Often people like to stick to what they know, scared to venture into the unknown. Standard backup methods is one of them and it is now leading to the detriment of traditionalists questioning whether they have too many virtual machines on a single server. Scared because the amount of VMs on their single physical server will equate to longer backup times, the traditionalist workaround is to then limit the number of virtual machines placed on an ESX server, henceforth decreasing the overall objective of virtualization. To make matters worse you then find situations where companies have bought extra physical servers to compensate for the backup requirements of the virtual machines – ludicrous and bizarre as it sounds it is happening in a datacenter near you….
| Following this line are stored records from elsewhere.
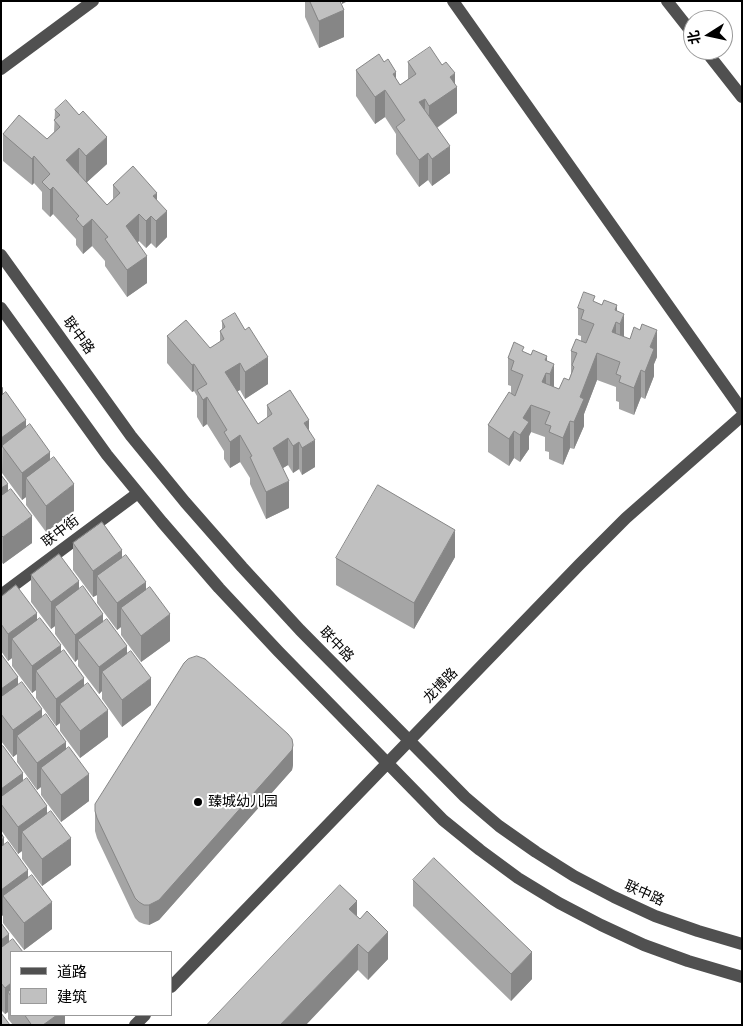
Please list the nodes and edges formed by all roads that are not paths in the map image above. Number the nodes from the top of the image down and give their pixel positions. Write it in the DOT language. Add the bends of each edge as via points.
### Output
graph roads {
  1 [pos="93,1"];
  2 [pos="453,1"];
  3 [pos="667,1"];
  4 [pos="683,21"];
  5 [pos="713,60"];
  6 [pos="1,69"];
  7 [pos="742,97"];
  8 [pos="1,255"];
  9 [pos="1,308"];
  10 [pos="742,410"];
  11 [pos="742,416"];
  12 [pos="138,493"];
  13 [pos="1,594"];
  14 [pos="409,740"];
  15 [pos="387,763"];
  16 [pos="742,944"];
  17 [pos="742,977"];
  18 [pos="172,986"];
  1 -- 6 [label="street"];
  2 -- 10 [label="street"];
  3 -- 4 [label="street"];
  5 -- 7 [label="street"];
  8 -- 14 [label="street, 联中路" via="131,436 185,502 300,630"];
  9 -- 12 [label="street"];
  11 -- 14 [label="street, 龙博路" via="626,518"];
  12 -- 13 [label="street, 联中街"];
  12 -- 15 [label="street" via="219,588"];
  14 -- 15 [label="street, 龙博路"];
  14 -- 16 [label="street, 联中路" via="465,797 499,826 574,876 655,916"];
  15 -- 17 [label="street" via="444,820 480,850 559,903 644,945"];
  15 -- 18 [label="street, 龙博路"];
}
From my own limited dealings with colleagues, customers and fellow seminar-geeks which I’ve come across in my travels it’s still surprising to see how few can vouch for their VMware servers being backed up by VCB. Still content with backup software designed for physical servers, I even met one fellow who claimed he’d been to a site where the customer was running their backup software at the physical level inside the ESX server, something which haunted me with nightmare images similar to that of Freddy Kreuger being in charge of cabling Enterprise Storage Systems. The inevitability of having to do daily full backups is a given as any change in a VM results in a modification of the timestamp of its associated VMDK files. Thus there ends up being little difference between incremental or full backups.
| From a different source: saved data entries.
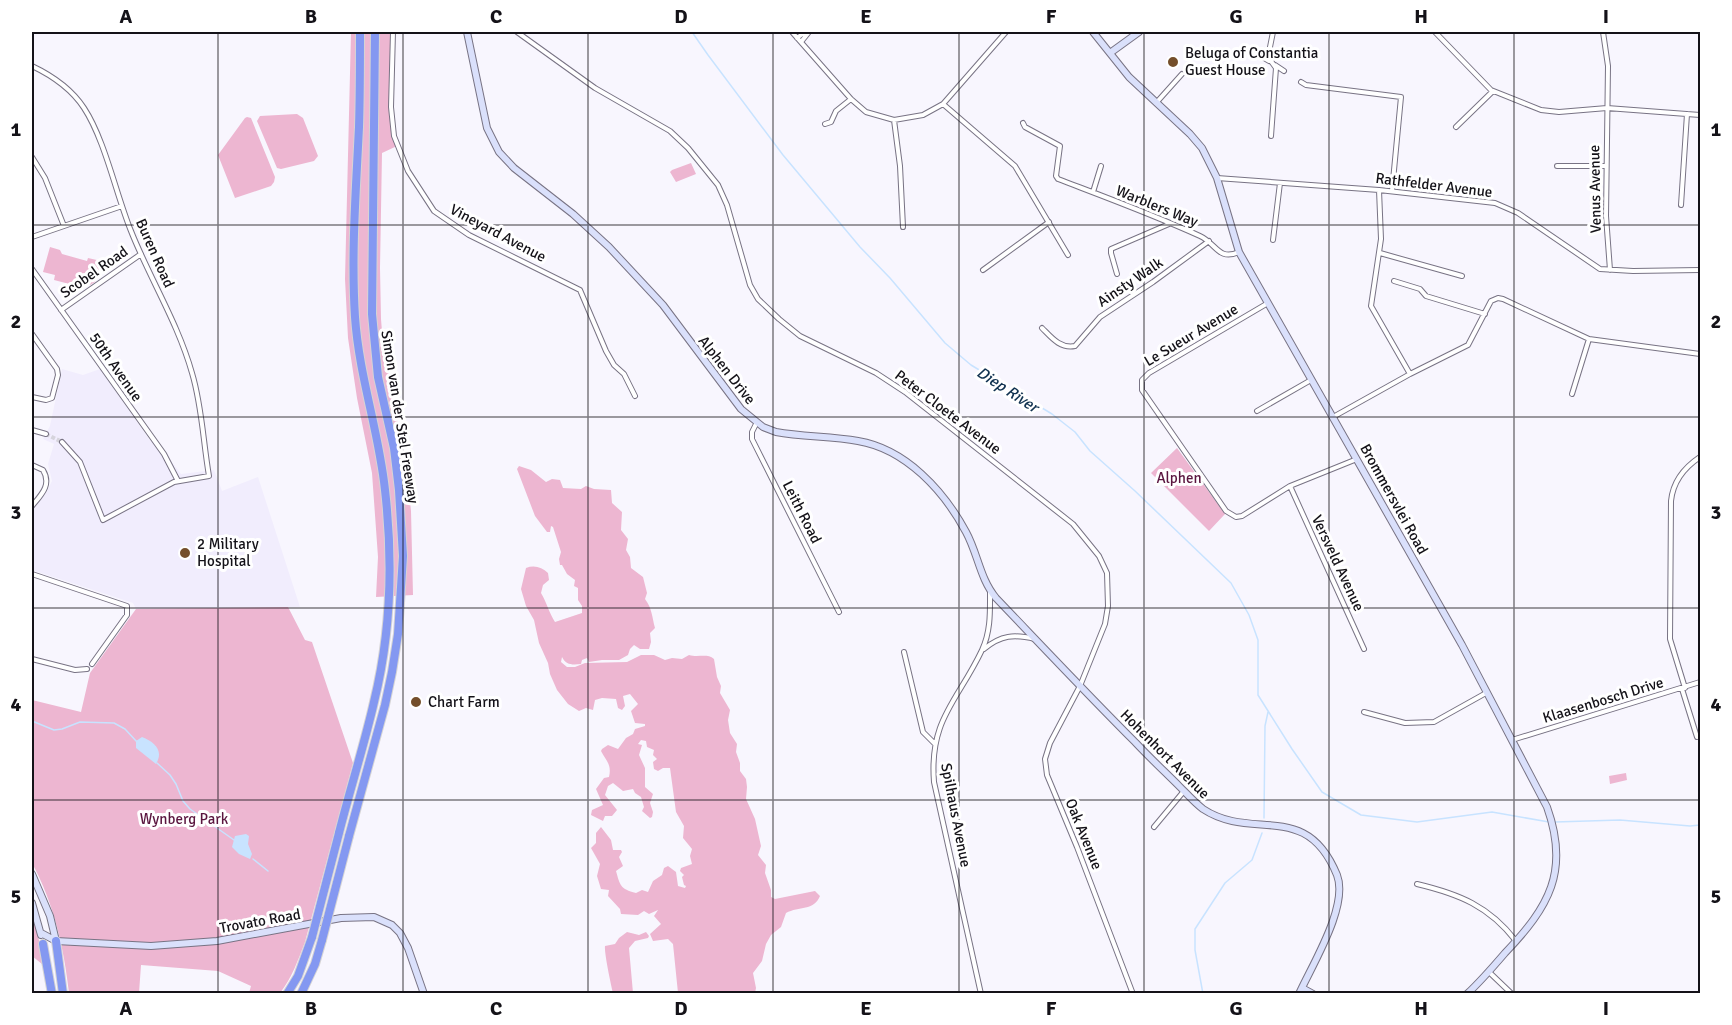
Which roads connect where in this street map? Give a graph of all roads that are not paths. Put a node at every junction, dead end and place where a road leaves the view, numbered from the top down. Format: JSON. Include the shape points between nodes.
{"nodes":[{"id":1,"x":360,"y":32,"type":"edge"},
{"id":2,"x":375,"y":32,"type":"edge"},
{"id":3,"x":393,"y":32,"type":"edge"},
{"id":4,"x":467,"y":32,"type":"edge"},
{"id":5,"x":517,"y":32,"type":"edge"},
{"id":6,"x":792,"y":32,"type":"edge"},
{"id":7,"x":807,"y":32,"type":"edge"},
{"id":8,"x":1005,"y":32,"type":"edge"},
{"id":9,"x":1093,"y":32,"type":"edge"},
{"id":10,"x":1140,"y":32,"type":"edge"},
{"id":11,"x":1274,"y":32,"type":"edge"},
{"id":12,"x":1435,"y":32,"type":"edge"},
{"id":13,"x":1603,"y":32,"type":"edge"},
{"id":14,"x":799,"y":40,"type":"junction"},
{"id":15,"x":1110,"y":53,"type":"junction"},
{"id":16,"x":1257,"y":54,"type":"dead end"},
{"id":17,"x":1272,"y":63,"type":"junction"},
{"id":18,"x":32,"y":66,"type":"edge"},
{"id":19,"x":1284,"y":71,"type":"dead end"},
{"id":20,"x":1182,"y":74,"type":"dead end"},
{"id":21,"x":1301,"y":82,"type":"dead end"},
{"id":22,"x":1494,"y":91,"type":"junction"},
{"id":23,"x":851,"y":99,"type":"junction"},
{"id":24,"x":943,"y":104,"type":"junction"},
{"id":25,"x":1156,"y":104,"type":"junction"},
{"id":26,"x":1607,"y":108,"type":"junction"},
{"id":27,"x":1687,"y":114,"type":"junction"},
{"id":28,"x":1701,"y":115,"type":"edge"},
{"id":29,"x":894,"y":120,"type":"junction"},
{"id":30,"x":1023,"y":123,"type":"dead end"},
{"id":31,"x":825,"y":124,"type":"dead end"},
{"id":32,"x":1456,"y":127,"type":"dead end"},
{"id":33,"x":1271,"y":136,"type":"dead end"},
{"id":34,"x":32,"y":157,"type":"edge"},
{"id":35,"x":1101,"y":166,"type":"dead end"},
{"id":36,"x":1557,"y":166,"type":"dead end"},
{"id":37,"x":1606,"y":166,"type":"junction"},
{"id":38,"x":1217,"y":178,"type":"junction"},
{"id":39,"x":1280,"y":183,"type":"junction"},
{"id":40,"x":1378,"y":190,"type":"junction"},
{"id":41,"x":1392,"y":191,"type":"junction"},
{"id":42,"x":1092,"y":192,"type":"junction"},
{"id":43,"x":1681,"y":205,"type":"dead end"},
{"id":44,"x":122,"y":206,"type":"junction"},
{"id":45,"x":1049,"y":222,"type":"junction"},
{"id":46,"x":1169,"y":224,"type":"junction"},
{"id":47,"x":64,"y":226,"type":"junction"},
{"id":48,"x":903,"y":227,"type":"dead end"},
{"id":49,"x":32,"y":237,"type":"edge"},
{"id":50,"x":1273,"y":240,"type":"dead end"},
{"id":51,"x":1209,"y":241,"type":"junction"},
{"id":52,"x":1239,"y":252,"type":"junction"},
{"id":53,"x":1380,"y":253,"type":"junction"},
{"id":54,"x":141,"y":254,"type":"junction"},
{"id":55,"x":1068,"y":255,"type":"dead end"},
{"id":56,"x":32,"y":269,"type":"edge"},
{"id":57,"x":983,"y":270,"type":"dead end"},
{"id":58,"x":1610,"y":270,"type":"junction"},
{"id":59,"x":1701,"y":270,"type":"edge"},
{"id":60,"x":1118,"y":274,"type":"dead end"},
{"id":61,"x":1462,"y":276,"type":"dead end"},
{"id":62,"x":1394,"y":281,"type":"dead end"},
{"id":63,"x":1268,"y":303,"type":"junction"},
{"id":64,"x":61,"y":310,"type":"junction"},
{"id":65,"x":1485,"y":314,"type":"junction"},
{"id":66,"x":1042,"y":328,"type":"dead end"},
{"id":67,"x":32,"y":334,"type":"edge"},
{"id":68,"x":1589,"y":339,"type":"junction"},
{"id":69,"x":1701,"y":354,"type":"edge"},
{"id":70,"x":1410,"y":374,"type":"junction"},
{"id":71,"x":1312,"y":380,"type":"junction"},
{"id":72,"x":1572,"y":394,"type":"dead end"},
{"id":73,"x":635,"y":396,"type":"dead end"},
{"id":74,"x":32,"y":397,"type":"edge"},
{"id":75,"x":1257,"y":411,"type":"dead end"},
{"id":76,"x":1333,"y":417,"type":"junction"},
{"id":77,"x":757,"y":423,"type":"junction"},
{"id":78,"x":32,"y":430,"type":"edge"},
{"id":79,"x":46,"y":434,"type":"tunnel mouth"},
{"id":80,"x":62,"y":442,"type":"tunnel mouth"},
{"id":81,"x":1701,"y":457,"type":"edge"},
{"id":82,"x":1357,"y":458,"type":"junction"},
{"id":83,"x":32,"y":465,"type":"edge"},
{"id":84,"x":178,"y":481,"type":"junction"},
{"id":85,"x":1290,"y":486,"type":"junction"},
{"id":86,"x":32,"y":506,"type":"edge"},
{"id":87,"x":32,"y":574,"type":"edge"},
{"id":88,"x":990,"y":590,"type":"junction"},
{"id":89,"x":839,"y":612,"type":"dead end"},
{"id":90,"x":1035,"y":639,"type":"junction"},
{"id":91,"x":1364,"y":649,"type":"dead end"},
{"id":92,"x":982,"y":650,"type":"junction"},
{"id":93,"x":904,"y":651,"type":"dead end"},
{"id":94,"x":32,"y":658,"type":"edge"},
{"id":95,"x":92,"y":664,"type":"dead end"},
{"id":96,"x":87,"y":669,"type":"dead end"},
{"id":97,"x":1701,"y":682,"type":"edge"},
{"id":98,"x":1080,"y":686,"type":"junction"},
{"id":99,"x":1683,"y":688,"type":"junction"},
{"id":100,"x":1487,"y":692,"type":"junction"},
{"id":101,"x":1364,"y":712,"type":"dead end"},
{"id":102,"x":1697,"y":737,"type":"dead end"},
{"id":103,"x":1512,"y":740,"type":"junction"},
{"id":104,"x":935,"y":744,"type":"junction"},
{"id":105,"x":1184,"y":791,"type":"junction"},
{"id":106,"x":1154,"y":827,"type":"dead end"},
{"id":107,"x":32,"y":874,"type":"edge"},
{"id":108,"x":1417,"y":884,"type":"dead end"},
{"id":109,"x":32,"y":903,"type":"edge"},
{"id":110,"x":41,"y":933,"type":"junction"},
{"id":111,"x":59,"y":938,"type":"junction"},
{"id":112,"x":1516,"y":942,"type":"junction"},
{"id":113,"x":43,"y":944,"type":"joint"},
{"id":114,"x":48,"y":964,"type":"junction"},
{"id":115,"x":1489,"y":971,"type":"junction"},
{"id":116,"x":1300,"y":991,"type":"edge"},
{"id":117,"x":421,"y":992,"type":"edge"},
{"id":118,"x":52,"y":993,"type":"edge"},
{"id":119,"x":63,"y":993,"type":"edge"},
{"id":120,"x":287,"y":993,"type":"edge"},
{"id":121,"x":301,"y":993,"type":"edge"},
{"id":122,"x":981,"y":993,"type":"edge"},
{"id":123,"x":1133,"y":993,"type":"edge"},
{"id":124,"x":1313,"y":993,"type":"edge"},
{"id":125,"x":1467,"y":993,"type":"edge"},
{"id":126,"x":1512,"y":993,"type":"edge"}],
"edges":[{"from":1,"to":120,"type":"highway","name":"Simon van der Stel Freeway","bridge":true,"via":[[355,316],[385,489],[389,597],[375,701],[305,961]]},
{"from":2,"to":121,"type":"highway","name":"Simon van der Stel Freeway","bridge":true,"via":[[372,314],[378,377],[399,490],[403,556],[398,634],[386,705],[315,964]]},
{"from":3,"to":73,"type":"street","name":"Vineyard Avenue","via":[[394,136],[408,171],[434,211],[469,235],[580,290],[606,351]]},
{"from":4,"to":77,"type":"street","name":"Alphen Drive","via":[[487,128],[499,152],[625,263],[663,305],[741,410]]},
{"from":5,"to":98,"type":"street","name":"Peter Cloete Avenue","via":[[688,147],[728,205],[750,285],[778,319],[800,336],[891,382],[1084,535],[1107,573],[1108,606],[1105,624]]},
{"from":6,"to":14,"type":"street"},
{"from":7,"to":14,"type":"street"},
{"from":8,"to":24,"type":"street"},
{"from":9,"to":15,"type":"street","name":"Brommersvlei Road"},
{"from":10,"to":15,"type":"street"},
{"from":11,"to":17,"type":"street","via":[[1268,57]]},
{"from":12,"to":22,"type":"street"},
{"from":13,"to":26,"type":"street","name":"Venus Avenue","via":[[1608,66]]},
{"from":14,"to":23,"type":"street"},
{"from":15,"to":25,"type":"street","name":"Brommersvlei Road"},
{"from":16,"to":17,"type":"street"},
{"from":17,"to":19,"type":"street"},
{"from":17,"to":33,"type":"street","via":[[1276,68]]},
{"from":18,"to":44,"type":"street","name":"Buren Road","via":[[63,84],[85,109]]},
{"from":20,"to":25,"type":"street"},
{"from":21,"to":41,"type":"street","via":[[1401,97]]},
{"from":22,"to":26,"type":"street","via":[[1549,112]]},
{"from":22,"to":32,"type":"street"},
{"from":23,"to":29,"type":"street","via":[[866,112]]},
{"from":23,"to":31,"type":"street"},
{"from":24,"to":29,"type":"street","via":[[923,115]]},
{"from":24,"to":45,"type":"street","via":[[1015,166]]},
{"from":25,"to":38,"type":"street","name":"Brommersvlei Road","via":[[1197,142]]},
{"from":26,"to":27,"type":"street"},
{"from":26,"to":37,"type":"street","name":"Venus Avenue"},
{"from":27,"to":28,"type":"street"},
{"from":27,"to":43,"type":"street"},
{"from":29,"to":48,"type":"street"},
{"from":30,"to":42,"type":"street","name":"Warblers Way","via":[[1060,146],[1056,176]]},
{"from":34,"to":47,"type":"street"},
{"from":35,"to":42,"type":"street"},
{"from":36,"to":37,"type":"street"},
{"from":37,"to":58,"type":"street","name":"Venus Avenue"},
{"from":38,"to":39,"type":"street","name":"Rathfelder Avenue"},
{"from":38,"to":52,"type":"street","name":"Brommersvlei Road"},
{"from":39,"to":40,"type":"street","name":"Rathfelder Avenue"},
{"from":39,"to":50,"type":"street"},
{"from":40,"to":41,"type":"street","name":"Rathfelder Avenue"},
{"from":40,"to":53,"type":"street"},
{"from":41,"to":58,"type":"street","name":"Rathfelder Avenue","via":[[1506,207],[1594,267]]},
{"from":42,"to":46,"type":"street","name":"Warblers Way"},
{"from":44,"to":47,"type":"street"},
{"from":44,"to":54,"type":"street","name":"Buren Road"},
{"from":45,"to":55,"type":"street"},
{"from":45,"to":57,"type":"street"},
{"from":46,"to":51,"type":"street","name":"Warblers Way"},
{"from":46,"to":60,"type":"street","via":[[1112,249]]},
{"from":47,"to":49,"type":"street"},
{"from":51,"to":52,"type":"street","name":"Warblers Way","via":[[1222,254]]},
{"from":51,"to":66,"type":"street","name":"Ainsty Walk","via":[[1100,317],[1075,346],[1056,342]]},
{"from":52,"to":63,"type":"street","name":"Brommersvlei Road"},
{"from":53,"to":61,"type":"street"},
{"from":53,"to":70,"type":"street","via":[[1372,310]]},
{"from":54,"to":64,"type":"street","name":"Scobel Road"},
{"from":54,"to":84,"type":"street","name":"Buren Road","via":[[188,358],[198,394],[209,476]]},
{"from":56,"to":64,"type":"street","name":"50th Avenue"},
{"from":58,"to":59,"type":"street","name":"Rathfelder Avenue"},
{"from":62,"to":65,"type":"street","via":[[1420,289],[1426,296]]},
{"from":63,"to":71,"type":"street","name":"Brommersvlei Road"},
{"from":63,"to":85,"type":"street","name":"Le Sueur Avenue","via":[[1144,376],[1141,386],[1230,515],[1242,516]]},
{"from":64,"to":84,"type":"street","name":"50th Avenue","via":[[164,454]]},
{"from":65,"to":68,"type":"street","via":[[1491,302],[1503,299]]},
{"from":65,"to":70,"type":"street","via":[[1468,345]]},
{"from":67,"to":74,"type":"street","via":[[58,373],[54,394],[48,400]]},
{"from":68,"to":69,"type":"street"},
{"from":68,"to":72,"type":"street"},
{"from":70,"to":76,"type":"street"},
{"from":71,"to":75,"type":"street"},
{"from":71,"to":76,"type":"street","name":"Brommersvlei Road"},
{"from":76,"to":82,"type":"street","name":"Brommersvlei Road"},
{"from":77,"to":88,"type":"street","name":"Alphen Drive","via":[[792,435],[867,442],[903,459],[927,479],[959,519]]},
{"from":77,"to":89,"type":"street","name":"Leith Road","via":[[752,439]]},
{"from":78,"to":79,"type":"street"},
{"from":80,"to":84,"type":"street","via":[[80,462],[103,520]]},
{"from":81,"to":99,"type":"street","via":[[1680,475],[1671,501],[1670,639]]},
{"from":82,"to":85,"type":"street","name":"Le Sueur Avenue"},
{"from":82,"to":100,"type":"street","name":"Brommersvlei Road"},
{"from":83,"to":86,"type":"street","via":[[42,468],[46,475],[45,490]]},
{"from":85,"to":91,"type":"street","name":"Versveld Avenue"},
{"from":87,"to":95,"type":"street","via":[[127,606],[129,611]]},
{"from":88,"to":90,"type":"street","name":"Alphen Drive"},
{"from":88,"to":92,"type":"street","name":"Spilhaus Avenue","via":[[990,623]]},
{"from":90,"to":92,"type":"street","via":[[1003,636]]},
{"from":90,"to":98,"type":"street","name":"Hohenhort Avenue"},
{"from":92,"to":104,"type":"street","name":"Spilhaus Avenue","via":[[948,708]]},
{"from":93,"to":104,"type":"street","via":[[923,732]]},
{"from":94,"to":96,"type":"street","via":[[75,670]]},
{"from":97,"to":99,"type":"street","name":"Klaasenbosch Drive"},
{"from":98,"to":105,"type":"street","name":"Hohenhort Avenue"},
{"from":98,"to":123,"type":"street","name":"Oak Avenue","via":[[1050,743],[1045,759],[1047,775]]},
{"from":99,"to":102,"type":"street"},
{"from":99,"to":103,"type":"street","name":"Klaasenbosch Drive"},
{"from":100,"to":101,"type":"street","via":[[1446,717],[1426,724]]},
{"from":100,"to":103,"type":"street","name":"Brommersvlei Road"},
{"from":103,"to":112,"type":"street","name":"Brommersvlei Road","via":[[1547,807],[1556,850],[1550,892],[1534,921]]},
{"from":104,"to":122,"type":"street","name":"Spilhaus Avenue","via":[[934,782]]},
{"from":105,"to":106,"type":"street"},
{"from":105,"to":116,"type":"street","name":"Hohenhort Avenue","via":[[1220,817],[1308,835],[1332,864],[1340,901]]},
{"from":107,"to":111,"type":"street"},
{"from":108,"to":112,"type":"street","via":[[1487,911]]},
{"from":109,"to":110,"type":"street"},
{"from":110,"to":111,"type":"street"},
{"from":110,"to":113,"type":"street"},
{"from":111,"to":114,"type":"highway","via":[[49,950]]},
{"from":111,"to":117,"type":"street","name":"Trovato Road","via":[[119,945],[174,945],[230,939],[341,918],[374,917],[387,921],[400,933]]},
{"from":111,"to":119,"type":"highway"},
{"from":112,"to":115,"type":"street","name":"Brommersvlei Road"},
{"from":113,"to":114,"type":"highway"},
{"from":114,"to":118,"type":"highway"},
{"from":115,"to":125,"type":"street","name":"Brommersvlei Road"},
{"from":115,"to":126,"type":"street"},
{"from":116,"to":124,"type":"street"}]}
Upon attending the ESX 3.5 course and attaining VCP status nearly two years ago, I was desperate to implement VCB and see how great the results would be. Installing a physical Windows server next to the ESX server and thus giving it access to the storage for the VMFS file systems, it was a straight forward process providing access to both block-based (Fibre Channel and iSCSI) and NFS-based data stores. The server would then act as a proxy server to back up the data stores without the I/O having to go through the ESX server. Fabulous I thought, until I realized I was one of the few who was actually calling for its implementation.

Step forward and we see that as technology progresses so do solutions and it was recently that I came across Continuous data protection (CDP) and near-CDP backup products which are being marketed as deduplication-like software. By installing them on the VM the ability to back up virtual machines as in the same vein as a physical server is now possible. But while this constitutes to an advantageous low CPU and I/O load I’ve yet to come across a software that will recover an entire machine, a problem if your VM is deleted.
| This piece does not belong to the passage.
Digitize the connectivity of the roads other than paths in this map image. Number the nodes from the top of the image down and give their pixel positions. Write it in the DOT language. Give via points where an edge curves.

Like every optimist I do see one promising possibility for future development - the storage systems themselves of which some are claiming to have VMware-aware near-CDP backup built in. Dell EqualLogic, FalconStor Software Inc. and NetApp are already trumpeting this ability. By having VMDKs stored directly on their storage, a tool designed for VMware allows you to tell the system when to run a back up of VMware. Similar to VCB, VMware performs a snapshot which then triggers the storage system to perform its snapshot of the VMware snapshot. By replicating that backup to another box you then end up with your backup, with minimal CPU load on the ESX server and I/O hits on the storage. NetApp has gone one step further with this and uses the VMware tools to do the snapshots and can even dedupe the VMware data including live data.

Surely it’s only a matter of time before the other vendors catch up and do likewise (I give it the usual 6 months.) So as I embark upon my course I look forward to seeing and learning what new strategies are available – I will keep you all posted.